Open MPI logo

Open MPI User's Mailing List Archives

  |   Home   |   Support   |   FAQ   |   all Open MPI User's mailing list

Subject: Re: [OMPI users] parallelising ADI
From: Jed Brown (jed_at_[hidden])
Date: 2012-03-06 17:50:33


On Tue, Mar 6, 2012 at 16:23, Tim Prince <n8tm_at_[hidden]> wrote:

> On 03/06/2012 03:59 PM, Kharche, Sanjay wrote:
>
>> Hi
>>
>> I am working on a 3D ADI solver for the heat equation. I have implemented
>> it as serial. Would anybody be able to indicate the best and more
>> straightforward way to parallelise it.

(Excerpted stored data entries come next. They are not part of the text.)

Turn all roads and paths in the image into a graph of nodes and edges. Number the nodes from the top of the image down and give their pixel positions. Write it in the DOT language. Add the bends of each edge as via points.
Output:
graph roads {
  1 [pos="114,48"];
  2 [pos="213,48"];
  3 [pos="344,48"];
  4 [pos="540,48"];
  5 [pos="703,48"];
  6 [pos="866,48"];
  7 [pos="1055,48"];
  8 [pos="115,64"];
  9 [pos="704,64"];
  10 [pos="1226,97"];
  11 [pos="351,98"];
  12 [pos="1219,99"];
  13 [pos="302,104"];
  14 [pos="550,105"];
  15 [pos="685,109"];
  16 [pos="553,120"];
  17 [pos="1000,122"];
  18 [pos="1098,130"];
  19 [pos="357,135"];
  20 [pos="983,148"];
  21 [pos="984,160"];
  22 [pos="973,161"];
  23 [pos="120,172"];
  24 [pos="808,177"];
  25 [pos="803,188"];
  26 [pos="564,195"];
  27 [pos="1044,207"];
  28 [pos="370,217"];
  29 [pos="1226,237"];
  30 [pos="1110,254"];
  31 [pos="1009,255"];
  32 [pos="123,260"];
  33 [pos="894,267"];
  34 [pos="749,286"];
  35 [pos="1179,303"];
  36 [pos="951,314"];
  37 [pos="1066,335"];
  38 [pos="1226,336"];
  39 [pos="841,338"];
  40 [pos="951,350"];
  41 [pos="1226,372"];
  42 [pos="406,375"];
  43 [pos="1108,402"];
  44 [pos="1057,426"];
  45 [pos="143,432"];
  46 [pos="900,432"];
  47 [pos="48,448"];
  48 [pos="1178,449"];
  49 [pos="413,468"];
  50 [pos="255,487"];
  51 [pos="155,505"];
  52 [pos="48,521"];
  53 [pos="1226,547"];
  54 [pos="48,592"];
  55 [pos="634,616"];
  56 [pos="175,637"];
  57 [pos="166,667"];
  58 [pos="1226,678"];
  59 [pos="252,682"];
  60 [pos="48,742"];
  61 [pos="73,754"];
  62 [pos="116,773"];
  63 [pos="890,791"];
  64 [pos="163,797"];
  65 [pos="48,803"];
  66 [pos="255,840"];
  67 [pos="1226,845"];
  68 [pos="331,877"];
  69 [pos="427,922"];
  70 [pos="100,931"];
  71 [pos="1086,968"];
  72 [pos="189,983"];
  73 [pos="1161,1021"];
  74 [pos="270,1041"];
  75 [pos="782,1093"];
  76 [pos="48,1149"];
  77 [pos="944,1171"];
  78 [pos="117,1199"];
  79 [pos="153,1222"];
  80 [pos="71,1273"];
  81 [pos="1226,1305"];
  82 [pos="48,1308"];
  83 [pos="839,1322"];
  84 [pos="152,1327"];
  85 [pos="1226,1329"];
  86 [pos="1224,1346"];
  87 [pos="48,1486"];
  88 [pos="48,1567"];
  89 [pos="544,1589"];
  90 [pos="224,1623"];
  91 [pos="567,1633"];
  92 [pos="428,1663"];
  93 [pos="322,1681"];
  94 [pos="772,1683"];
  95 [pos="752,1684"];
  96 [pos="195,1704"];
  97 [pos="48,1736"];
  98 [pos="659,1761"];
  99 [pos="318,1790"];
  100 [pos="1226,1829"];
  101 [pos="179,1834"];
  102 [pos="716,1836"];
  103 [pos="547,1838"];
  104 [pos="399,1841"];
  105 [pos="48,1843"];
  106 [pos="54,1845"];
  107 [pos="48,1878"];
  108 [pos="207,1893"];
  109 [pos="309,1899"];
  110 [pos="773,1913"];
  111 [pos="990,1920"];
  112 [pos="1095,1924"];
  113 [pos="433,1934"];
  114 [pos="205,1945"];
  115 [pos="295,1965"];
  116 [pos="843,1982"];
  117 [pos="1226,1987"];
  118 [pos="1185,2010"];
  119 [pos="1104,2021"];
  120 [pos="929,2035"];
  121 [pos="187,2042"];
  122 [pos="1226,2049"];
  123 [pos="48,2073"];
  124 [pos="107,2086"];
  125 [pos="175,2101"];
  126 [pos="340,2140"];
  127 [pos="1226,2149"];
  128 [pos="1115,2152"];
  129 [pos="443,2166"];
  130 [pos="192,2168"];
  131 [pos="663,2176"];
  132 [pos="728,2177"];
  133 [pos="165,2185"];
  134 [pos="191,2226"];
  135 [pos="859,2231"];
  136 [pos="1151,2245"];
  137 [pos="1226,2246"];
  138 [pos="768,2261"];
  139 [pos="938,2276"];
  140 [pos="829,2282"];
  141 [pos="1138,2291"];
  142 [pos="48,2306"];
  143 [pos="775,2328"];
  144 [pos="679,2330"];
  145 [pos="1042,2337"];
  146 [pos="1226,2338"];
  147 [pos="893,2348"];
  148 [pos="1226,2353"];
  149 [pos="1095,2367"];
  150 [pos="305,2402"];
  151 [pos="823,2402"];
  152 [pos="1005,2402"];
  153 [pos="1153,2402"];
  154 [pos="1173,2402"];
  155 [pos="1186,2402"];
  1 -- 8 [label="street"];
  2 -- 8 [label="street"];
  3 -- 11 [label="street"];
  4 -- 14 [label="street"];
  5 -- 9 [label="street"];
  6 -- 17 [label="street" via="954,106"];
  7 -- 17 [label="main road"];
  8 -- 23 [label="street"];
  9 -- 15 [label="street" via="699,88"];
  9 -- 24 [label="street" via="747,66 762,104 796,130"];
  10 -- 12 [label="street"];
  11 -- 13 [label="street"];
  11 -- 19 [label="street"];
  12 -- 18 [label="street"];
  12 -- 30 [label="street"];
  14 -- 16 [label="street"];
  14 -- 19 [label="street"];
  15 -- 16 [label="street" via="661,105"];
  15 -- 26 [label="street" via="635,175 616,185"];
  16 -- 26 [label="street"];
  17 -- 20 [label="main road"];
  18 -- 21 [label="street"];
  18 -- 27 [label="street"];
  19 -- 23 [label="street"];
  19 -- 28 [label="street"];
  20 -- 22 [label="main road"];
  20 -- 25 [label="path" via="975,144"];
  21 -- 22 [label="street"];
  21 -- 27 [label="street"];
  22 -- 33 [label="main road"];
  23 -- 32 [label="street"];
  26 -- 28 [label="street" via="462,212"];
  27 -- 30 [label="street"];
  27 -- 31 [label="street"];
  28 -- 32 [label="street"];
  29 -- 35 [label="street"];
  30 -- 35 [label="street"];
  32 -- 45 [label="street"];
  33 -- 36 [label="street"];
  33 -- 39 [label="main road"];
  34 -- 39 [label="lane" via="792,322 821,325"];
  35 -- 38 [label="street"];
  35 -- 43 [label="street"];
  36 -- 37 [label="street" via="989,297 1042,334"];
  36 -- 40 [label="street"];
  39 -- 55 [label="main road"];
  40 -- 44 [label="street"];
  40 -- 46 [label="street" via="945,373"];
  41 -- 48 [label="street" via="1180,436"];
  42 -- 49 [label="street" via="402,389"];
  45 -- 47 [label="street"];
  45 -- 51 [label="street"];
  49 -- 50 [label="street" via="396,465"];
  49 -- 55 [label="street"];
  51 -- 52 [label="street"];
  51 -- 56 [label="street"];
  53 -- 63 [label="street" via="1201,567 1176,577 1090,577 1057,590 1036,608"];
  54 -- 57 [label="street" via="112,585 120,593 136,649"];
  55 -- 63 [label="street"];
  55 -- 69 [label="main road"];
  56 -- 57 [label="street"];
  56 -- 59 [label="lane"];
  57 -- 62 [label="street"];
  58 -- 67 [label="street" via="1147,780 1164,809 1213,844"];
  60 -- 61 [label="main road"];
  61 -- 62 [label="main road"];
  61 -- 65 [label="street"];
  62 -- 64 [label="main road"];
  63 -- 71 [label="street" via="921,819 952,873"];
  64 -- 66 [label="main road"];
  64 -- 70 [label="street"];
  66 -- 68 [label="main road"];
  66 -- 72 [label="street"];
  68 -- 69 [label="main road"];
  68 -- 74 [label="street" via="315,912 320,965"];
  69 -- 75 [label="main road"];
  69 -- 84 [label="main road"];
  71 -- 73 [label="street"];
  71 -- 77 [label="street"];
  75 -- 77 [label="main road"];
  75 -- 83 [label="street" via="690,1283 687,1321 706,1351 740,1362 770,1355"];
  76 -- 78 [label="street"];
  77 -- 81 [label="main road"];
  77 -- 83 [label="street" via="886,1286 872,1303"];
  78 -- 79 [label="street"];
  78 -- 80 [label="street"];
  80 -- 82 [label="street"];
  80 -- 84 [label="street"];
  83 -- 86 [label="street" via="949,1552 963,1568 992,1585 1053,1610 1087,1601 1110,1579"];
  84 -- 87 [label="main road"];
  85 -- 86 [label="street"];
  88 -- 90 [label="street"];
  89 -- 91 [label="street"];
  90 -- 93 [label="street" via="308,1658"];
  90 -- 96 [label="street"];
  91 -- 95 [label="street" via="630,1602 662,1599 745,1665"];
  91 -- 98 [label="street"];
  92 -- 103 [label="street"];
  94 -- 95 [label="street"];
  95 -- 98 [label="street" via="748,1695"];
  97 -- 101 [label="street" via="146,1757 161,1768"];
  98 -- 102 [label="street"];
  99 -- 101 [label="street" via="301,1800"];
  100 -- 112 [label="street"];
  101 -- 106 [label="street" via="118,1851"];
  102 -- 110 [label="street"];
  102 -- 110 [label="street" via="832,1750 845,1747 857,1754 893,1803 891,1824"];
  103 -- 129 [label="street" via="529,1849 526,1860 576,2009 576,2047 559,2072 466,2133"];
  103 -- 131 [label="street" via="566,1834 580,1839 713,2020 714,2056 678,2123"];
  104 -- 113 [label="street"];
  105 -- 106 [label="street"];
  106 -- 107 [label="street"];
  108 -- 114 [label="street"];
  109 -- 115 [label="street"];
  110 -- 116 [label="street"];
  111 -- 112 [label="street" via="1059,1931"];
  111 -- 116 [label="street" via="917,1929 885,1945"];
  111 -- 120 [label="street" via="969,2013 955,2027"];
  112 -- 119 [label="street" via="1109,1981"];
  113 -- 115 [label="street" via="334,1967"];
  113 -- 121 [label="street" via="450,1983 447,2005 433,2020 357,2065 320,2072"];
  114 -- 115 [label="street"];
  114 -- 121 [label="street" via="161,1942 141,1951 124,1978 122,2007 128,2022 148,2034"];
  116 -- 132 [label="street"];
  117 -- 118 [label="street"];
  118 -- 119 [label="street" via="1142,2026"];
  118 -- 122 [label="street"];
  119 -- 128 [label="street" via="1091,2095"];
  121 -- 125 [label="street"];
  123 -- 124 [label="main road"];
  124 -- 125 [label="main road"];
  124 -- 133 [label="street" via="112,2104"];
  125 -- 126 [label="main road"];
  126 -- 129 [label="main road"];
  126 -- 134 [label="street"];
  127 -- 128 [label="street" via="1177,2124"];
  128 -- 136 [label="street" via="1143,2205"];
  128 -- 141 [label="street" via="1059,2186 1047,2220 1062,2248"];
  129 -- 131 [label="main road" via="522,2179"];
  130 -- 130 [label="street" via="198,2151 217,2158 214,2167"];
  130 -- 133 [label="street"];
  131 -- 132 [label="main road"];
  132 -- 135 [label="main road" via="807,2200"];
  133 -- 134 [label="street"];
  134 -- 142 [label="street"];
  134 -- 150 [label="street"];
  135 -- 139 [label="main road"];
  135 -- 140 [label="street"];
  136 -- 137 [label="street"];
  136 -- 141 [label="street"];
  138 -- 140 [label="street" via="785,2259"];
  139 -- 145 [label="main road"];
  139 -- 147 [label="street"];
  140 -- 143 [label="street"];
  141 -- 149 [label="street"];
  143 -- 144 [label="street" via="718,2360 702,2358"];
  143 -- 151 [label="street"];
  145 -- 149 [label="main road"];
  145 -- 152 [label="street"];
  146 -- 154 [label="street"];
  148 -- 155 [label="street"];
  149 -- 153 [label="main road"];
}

Apologies if this is going to the
>> wrong forum.
>>
>>
>> If it's to be implemented in parallelizable fashion (not SSOR style
> where each line uses updates from the previous line), it should be feasible
> to divide the outer loop into an appropriate number of blocks, or decompose
> the physical domain and perform ADI on individual blocks, then update and
> repeat.

True ADI has inherently high communication cost because a lot of data
movement is needed to make the _fundamentally sequential_ tridiagonal
solves local enough that latency doesn't kill you trying to keep those
solves distributed. This also applies (albeit to a lesser degree) in serial
due to way memory works.

If you only do non-overlapping subdomain solves, you must use a Krylov
method just to ensure convergence. You can add overlap, but the Krylov
method is still necessary for any practical convergence rate. The method
will also require an iteration count proportional to the number of
subdomains across the global domain times the square root of the number of
elements across a subdomain. The constants may not be small and this
asymptotic result is independent of what the subdomain solver is. You need
a coarse level to improve this scaling.

Sanjay, as Matt and I recommended when you asked the same question on the
PETSc list this morning, unless this is a homework assignment, you should
solve your problem with multigrid instead of ADI. We pointed you to simple
example code that scales well to many thousands of processes.